● **WHAT YOU SHOULD DO**
Every record needs to come back as written, except for the pictures.
====================
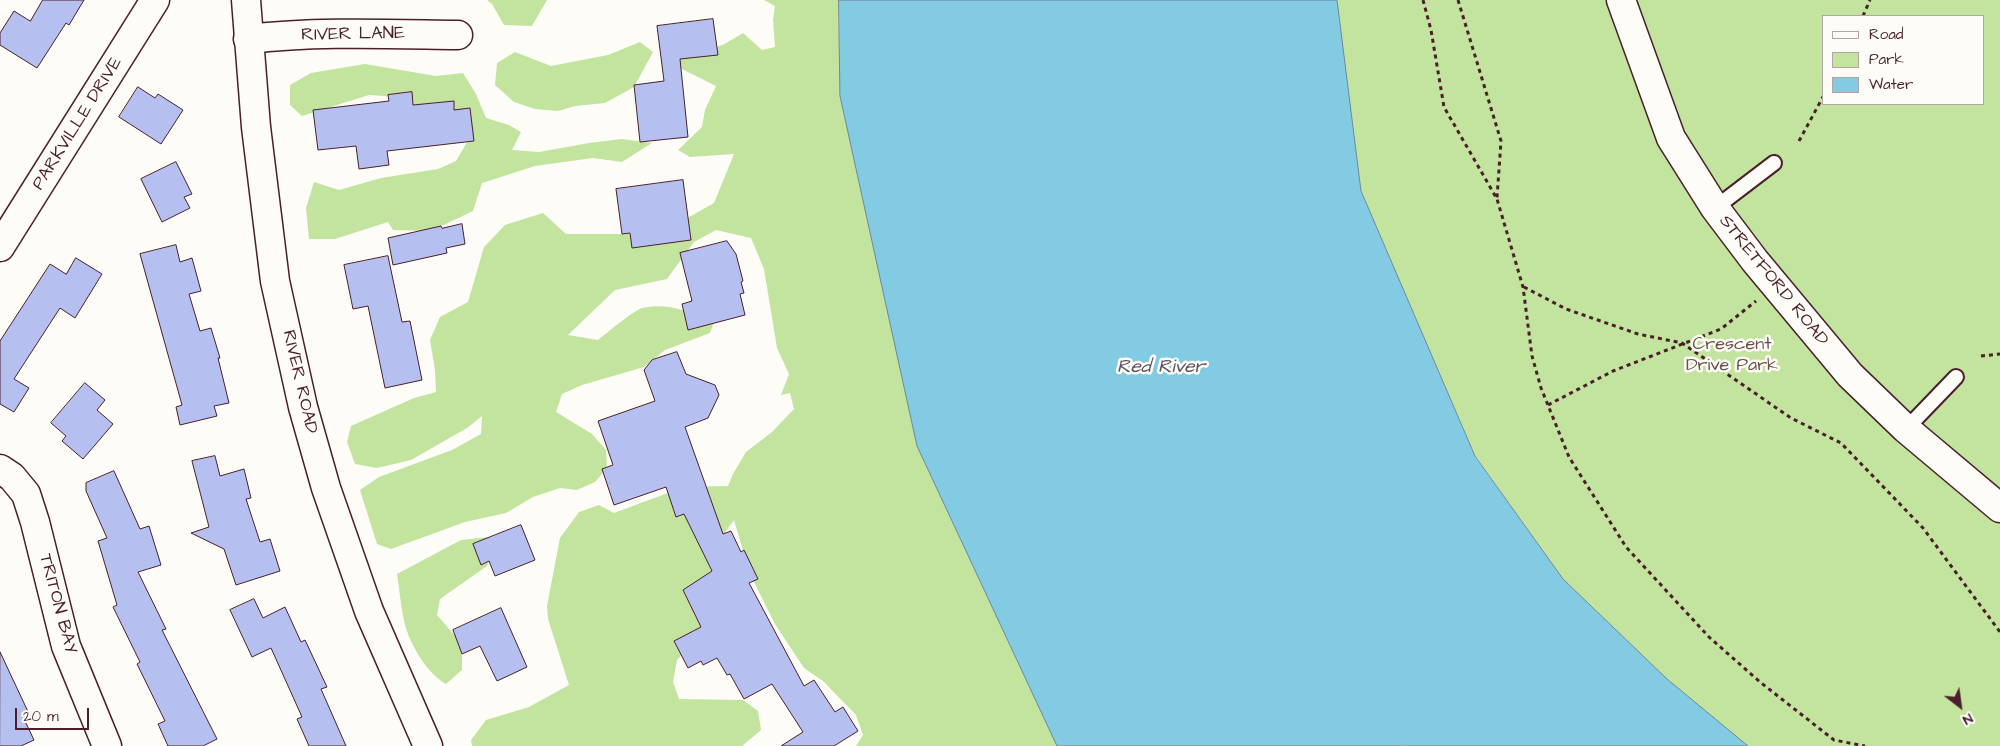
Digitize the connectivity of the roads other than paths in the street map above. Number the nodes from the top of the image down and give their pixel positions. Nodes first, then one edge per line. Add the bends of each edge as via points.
1 (156, 0) edge
2 (246, 0) edge
3 (1621, 0) edge
4 (458, 35) dead end
5 (248, 39) junction
6 (1774, 163) dead end
7 (1715, 208) junction
8 (0, 247) edge
9 (1956, 377) dead end
10 (1906, 429) junction
11 (0, 469) edge
12 (2000, 508) edge
13 (107, 746) edge
14 (428, 746) edge

1 - 8 street, PARKVILLE DRIVE
2 - 5 street, RIVER ROAD
3 - 7 street, STRETFORD ROAD via 1671,138
4 - 5 street, RIVER LANE via 359,34
5 - 14 street, RIVER ROAD via 275,281 303,407 326,488 369,611
6 - 7 lane
7 - 10 street, STRETFORD ROAD via 1850,375
9 - 10 lane
10 - 12 street, STRETFORD ROAD
11 - 13 street, TRITON BAY via 12,477 26,494 66,646

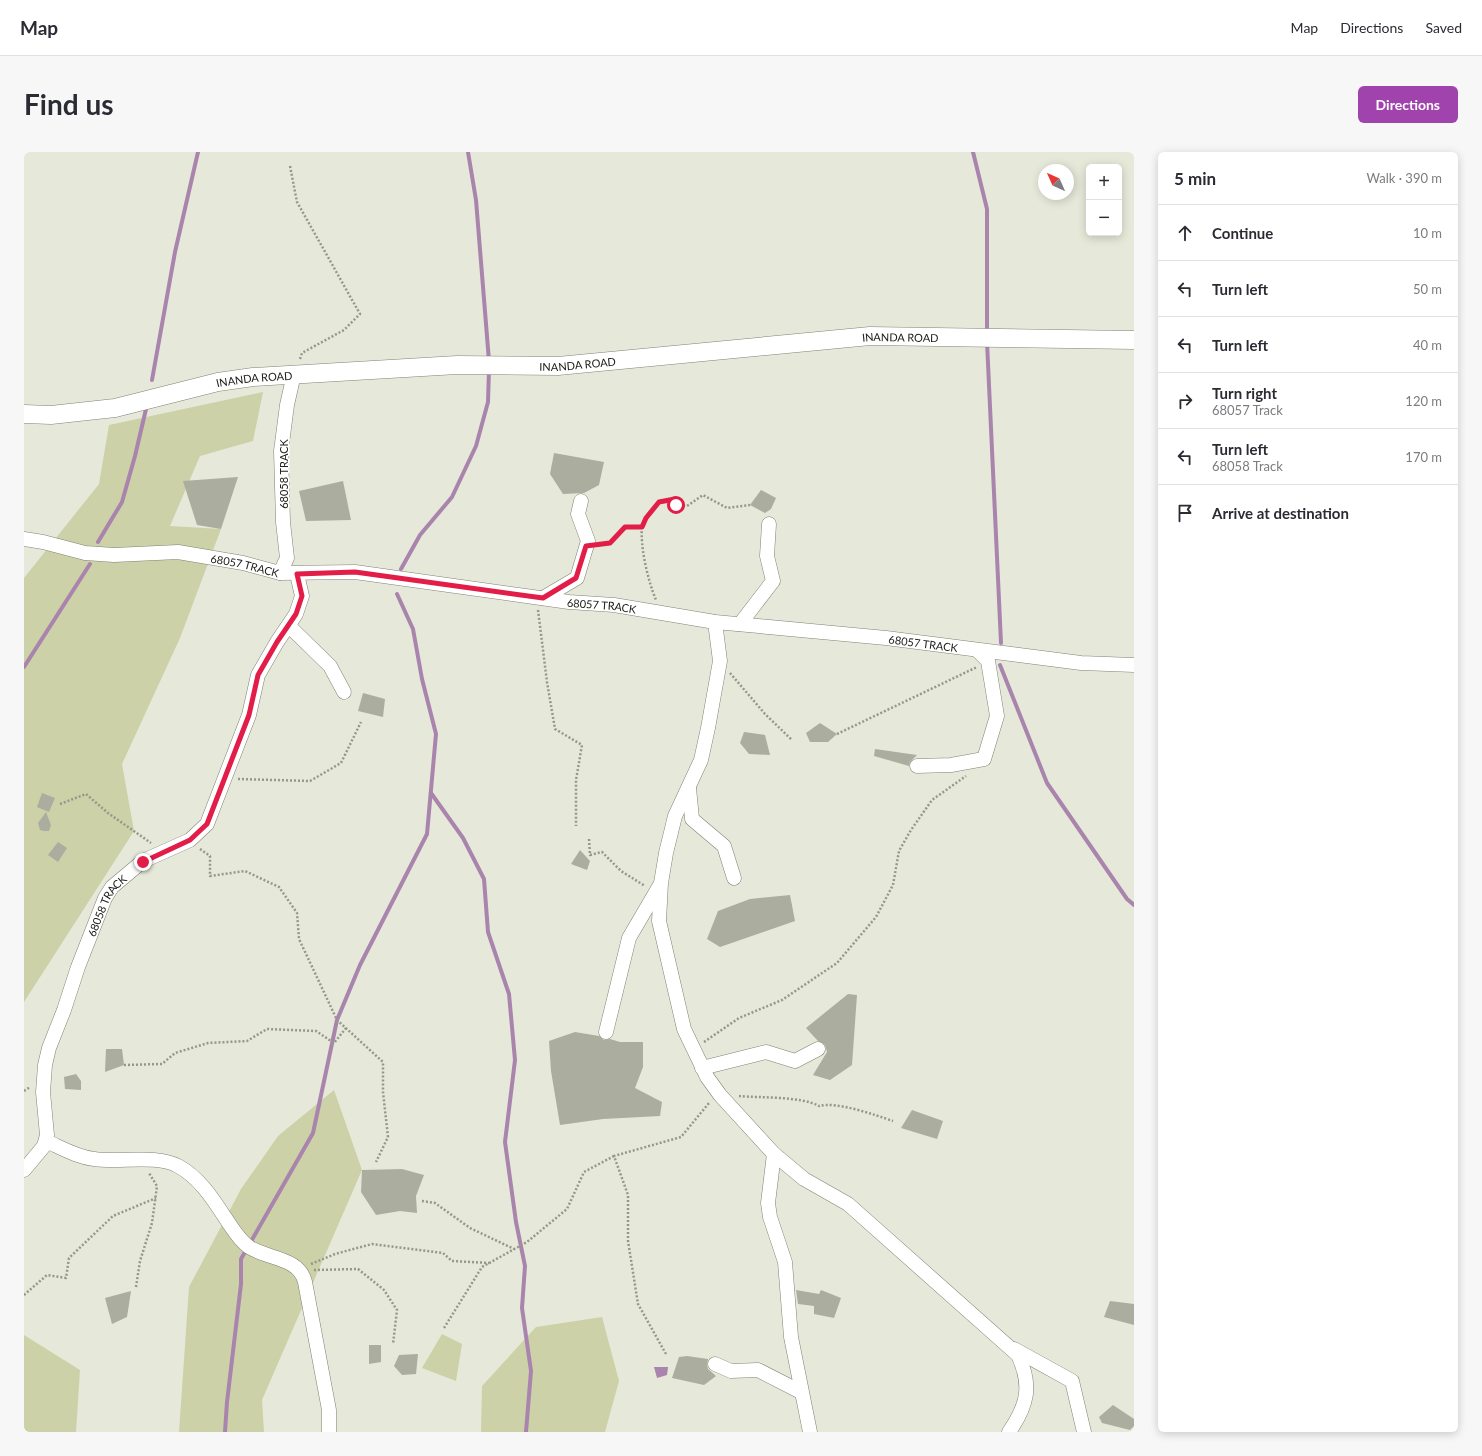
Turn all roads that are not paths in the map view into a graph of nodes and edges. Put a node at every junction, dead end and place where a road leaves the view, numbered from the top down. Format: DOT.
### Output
====================
● **TASK SOLUTION**
Digitize the connectivity of the roads other than paths in the street map above. Number the nodes from the top of the image down and give their pixel positions. Nodes first, then one edge per line. Add the bends of each edge as via points.
1 (156, 0) edge
2 (246, 0) edge
3 (1621, 0) edge
4 (458, 35) dead end
5 (248, 39) junction
6 (1774, 163) dead end
7 (1715, 208) junction
8 (0, 247) edge
9 (1956, 377) dead end
10 (1906, 429) junction
11 (0, 469) edge
12 (2000, 508) edge
13 (107, 746) edge
14 (428, 746) edge

1 - 8 street, PARKVILLE DRIVE
2 - 5 street, RIVER ROAD
3 - 7 street, STRETFORD ROAD via 1671,138
4 - 5 street, RIVER LANE via 359,34
5 - 14 street, RIVER ROAD via 275,281 303,407 326,488 369,611
6 - 7 lane
7 - 10 street, STRETFORD ROAD via 1850,375
9 - 10 lane
10 - 12 street, STRETFORD ROAD
11 - 13 street, TRITON BAY via 12,477 26,494 66,646

Turn all roads that are not paths in the map view into a graph of nodes and edges. Put a node at every junction, dead end and place where a road leaves the view, numbered from the top down. Format: DOT.
### Output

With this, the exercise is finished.